Copy the result of filtering the entries below for lines that include the string "place".

[Dataset entries]
________________________________________

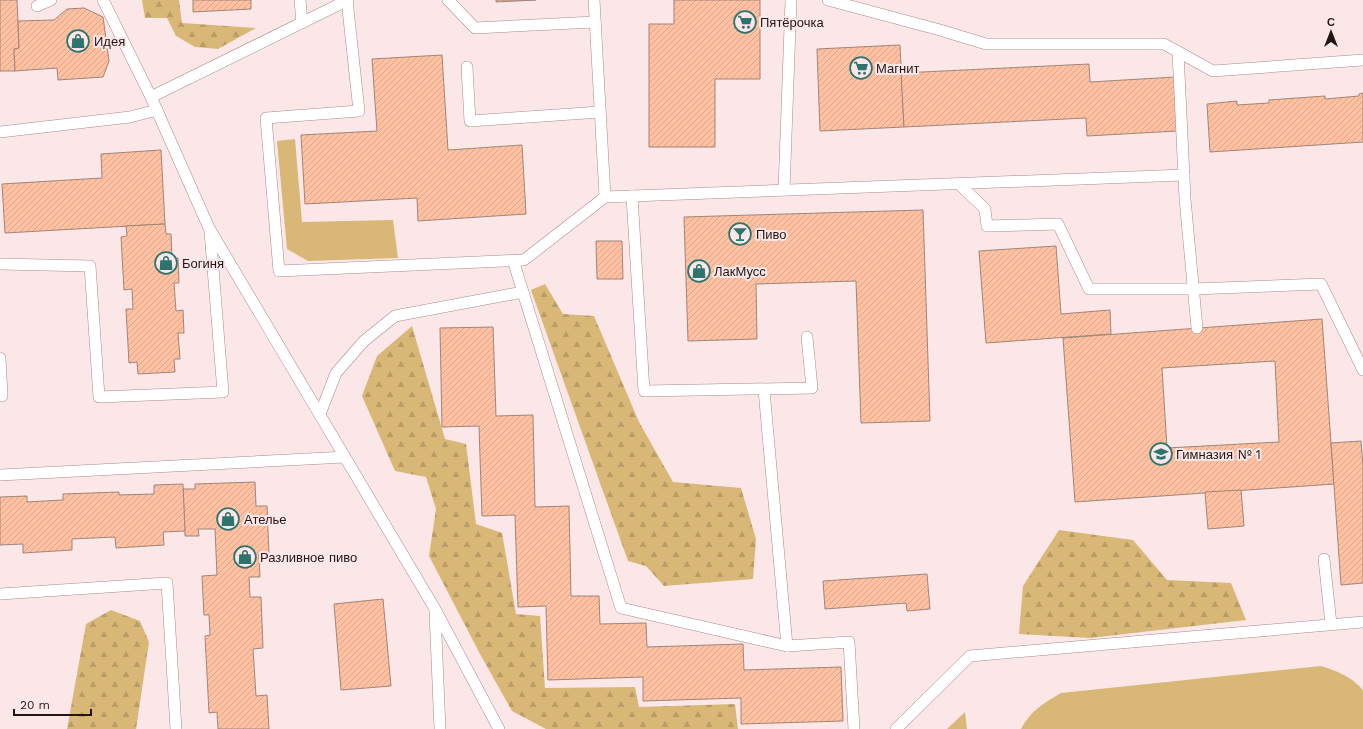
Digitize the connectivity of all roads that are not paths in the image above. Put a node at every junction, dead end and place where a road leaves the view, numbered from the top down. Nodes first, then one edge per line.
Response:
1 (51, 0) edge
2 (103, 0) edge
3 (300, 0) edge
4 (448, 0) edge
5 (594, 0) edge
6 (790, 0) edge
7 (828, 0) edge
8 (344, 1) edge
9 (38, 6) dead end
10 (595, 22) junction
11 (302, 23) junction
12 (1178, 52) junction
13 (1363, 60) edge
14 (467, 67) dead end
15 (151, 97) junction
16 (157, 110) junction
17 (600, 112) junction
18 (0, 132) edge
19 (1184, 174) junction
20 (959, 184) junction
21 (784, 190) junction
22 (632, 196) junction
23 (605, 197) junction
24 (209, 228) junction
25 (513, 260) junction
26 (0, 264) edge
27 (1193, 289) junction
28 (523, 292) junction
29 (1197, 328) dead end
30 (807, 338) dead end
31 (0, 358) edge
32 (1363, 370) edge
33 (764, 390) junction
34 (2, 396) dead end
35 (320, 414) junction
36 (345, 457) junction
37 (0, 475) edge
38 (1324, 559) dead end
39 (0, 594) edge
40 (435, 609) junction
41 (1363, 622) edge
42 (1331, 624) junction
43 (787, 646) junction
44 (176, 729) edge
45 (440, 729) edge
46 (499, 729) edge
47 (854, 729) edge
48 (896, 729) edge

1 - 9 lane
2 - 15 lane
3 - 11 lane
4 - 10 lane
5 - 10 lane
6 - 21 lane
7 - 12 lane
8 - 11 lane
8 - 25 lane
10 - 17 lane
11 - 15 lane
12 - 13 lane
12 - 19 lane
14 - 17 lane
15 - 16 lane
16 - 18 lane
16 - 24 lane
17 - 23 lane
19 - 20 lane
19 - 27 lane
20 - 21 lane
20 - 27 lane
21 - 22 lane
22 - 23 lane
22 - 33 lane
23 - 25 lane
24 - 26 lane
24 - 35 lane
25 - 28 lane
27 - 29 lane
27 - 32 lane
28 - 35 lane
28 - 43 lane
30 - 33 lane
31 - 34 lane
33 - 43 lane
35 - 36 lane
36 - 37 lane
36 - 40 lane
38 - 42 lane
39 - 44 lane
40 - 45 lane
40 - 46 lane
41 - 42 lane
42 - 48 lane
43 - 47 lane

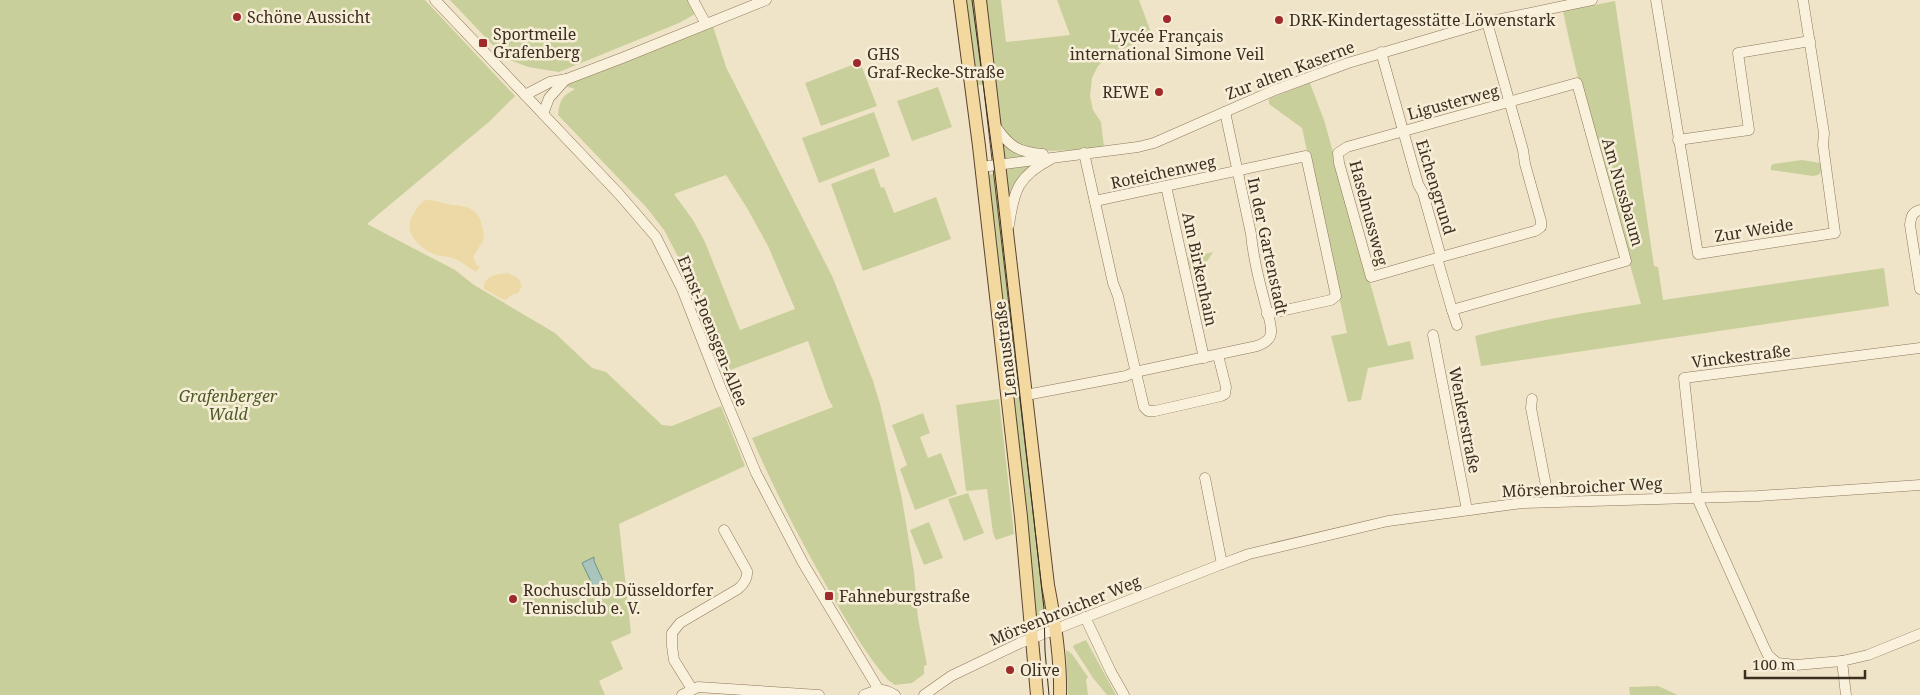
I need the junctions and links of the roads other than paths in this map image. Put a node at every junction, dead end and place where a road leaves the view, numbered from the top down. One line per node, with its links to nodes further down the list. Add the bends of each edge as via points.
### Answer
1 (435, 0): 14 (street, Ernst-Poensgen-Allee)
2 (693, 0): 10 (street)
3 (766, 0): 10 (street)
4 (960, 0): 24 (main road, Lenaustraße)
5 (980, 0): 18 (main road, Lenaustraße)
6 (1592, 0): 9 (street, Zur alten Kaserne)
7 (1656, 0): 20 (street, Zur Weide)
8 (1804, 0): 11 (street, Zur Weide)
9 (1487, 22): 12 (street, Zur alten Kaserne); 15 (street, Eichengrund)
10 (706, 24): 13 (street)
11 (1810, 42): 20 (street, via 1738,53 1749,130); 20 (street, Zur Weide, via 1835,233 1698,254)
12 (1381, 52): 16 (street, Zur alten Kaserne); 19 (street, Eichengrund)
13 (567, 79): 14 (street, via 550,82); 17 (street, via 549,98)
14 (525, 95): 17 (street, Ernst-Poensgen-Allee)
15 (1510, 102): 19 (street, Ligusterweg); 30 (street, Eichengrund, via 1540,227); 32 (street, Am Nussbaum, via 1577,83 1626,261)
16 (1225, 112): 21 (street, Zur alten Kaserne, via 1154,143); 25 (street, In der Gartenstadt)
17 (544, 114): 55 (street, Ernst-Poensgen-Allee, via 636,213 664,250 756,473 803,563)
18 (996, 126): 22 (street, Zur alten Kaserne, via 1005,140 1017,149); 23 (main road, Lenaustraße)
19 (1404, 131): 30 (street, Eichengrund); 30 (street, Haselnussweg, via 1347,148 1338,154 1339,163 1371,277)
20 (1678, 140)
21 (1084, 153): 22 (street, Zur alten Kaserne); 27 (street)
22 (1059, 156): 23 (street, Zur alten Kaserne); 29 (street, Zur alten Kaserne, via 1035,167 1018,186)
23 (1001, 164): 24 (street, Zur alten Kaserne); 29 (main road, Lenaustraße)
24 (981, 167): 52 (main road, Lenaustraße, via 1021,517)
25 (1237, 172): 26 (street, Roteichenweg); 33 (street, In der Gartenstadt); 33 (street, Roteichenweg, via 1306,156 1336,293 1331,300)
26 (1166, 186): 27 (street, Roteichenweg); 38 (street, Am Birkenhain)
27 (1095, 201): 39 (street)
28 (1917, 210): 31 (street, via 1910,224)
29 (1008, 233): 40 (main road, Lenaustraße)
30 (1439, 258): 32 (street)
31 (1920, 289)
32 (1452, 310): 34 (street)
33 (1267, 314): 37 (street, In der Gartenstadt, via 1271,333 1266,342)
34 (1457, 325)
35 (1433, 335): 46 (street, Wenkerstraße)
36 (1920, 348): 44 (street, Vinckestraße, via 1684,378)
37 (1218, 355): 38 (street, In der Gartenstadt); 39 (street, via 1226,387 1224,394 1155,411 1144,407)
38 (1204, 358): 39 (street, In der Gartenstadt)
39 (1135, 372): 40 (street, In der Gartenstadt)
40 (1026, 395): 50 (main road, Lenaustraße)
41 (1532, 399): 45 (street)
42 (1205, 478): 48 (street)
43 (1920, 485): 44 (street, Mörsenbroicher Weg)
44 (1697, 498): 45 (street, Mörsenbroicher Weg); 53 (street, via 1768,655 1785,665)
45 (1549, 501): 46 (street, Mörsenbroicher Weg)
46 (1467, 510): 48 (street, Mörsenbroicher Weg, via 1388,521 1249,554)
47 (724, 530): 54 (street, via 747,570 747,577 738,589 680,623 672,633 674,660)
48 (1222, 564): 49 (street, Mörsenbroicher Weg)
49 (1085, 617): 50 (street, Mörsenbroicher Weg); 62 (street)
50 (1055, 630): 52 (street, Mörsenbroicher Weg); 61 (main road, Lenaustraße)
51 (1920, 634): 53 (street, via 1882,651)
52 (1031, 639): 59 (street, Mörsenbroicher Weg, via 973,664); 60 (main road, Lenaustraße)
53 (1842, 661): 63 (street)
54 (687, 692): 56 (street, via 706,688)
55 (880, 692): 57 (street); 58 (street, via 886,689)
56 (819, 695)
57 (864, 695)
58 (894, 695)
59 (924, 695)
60 (1036, 695)
61 (1060, 695)
62 (1124, 695)
63 (1846, 695)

________________________________________

RESPONSE FOR THIS EXERCISE ->
Digitize the connectivity of all roads that are not paths in the image above. Put a node at every junction, dead end and place where a road leaves the view, numbered from the top down. Nodes first, then one edge per line.
I need the junctions and links of the roads other than paths in this map image. Put a node at every junction, dead end and place where a road leaves the view, numbered from the top down. One line per node, with its links to nodes further down the list. Add the bends of each edge as via points.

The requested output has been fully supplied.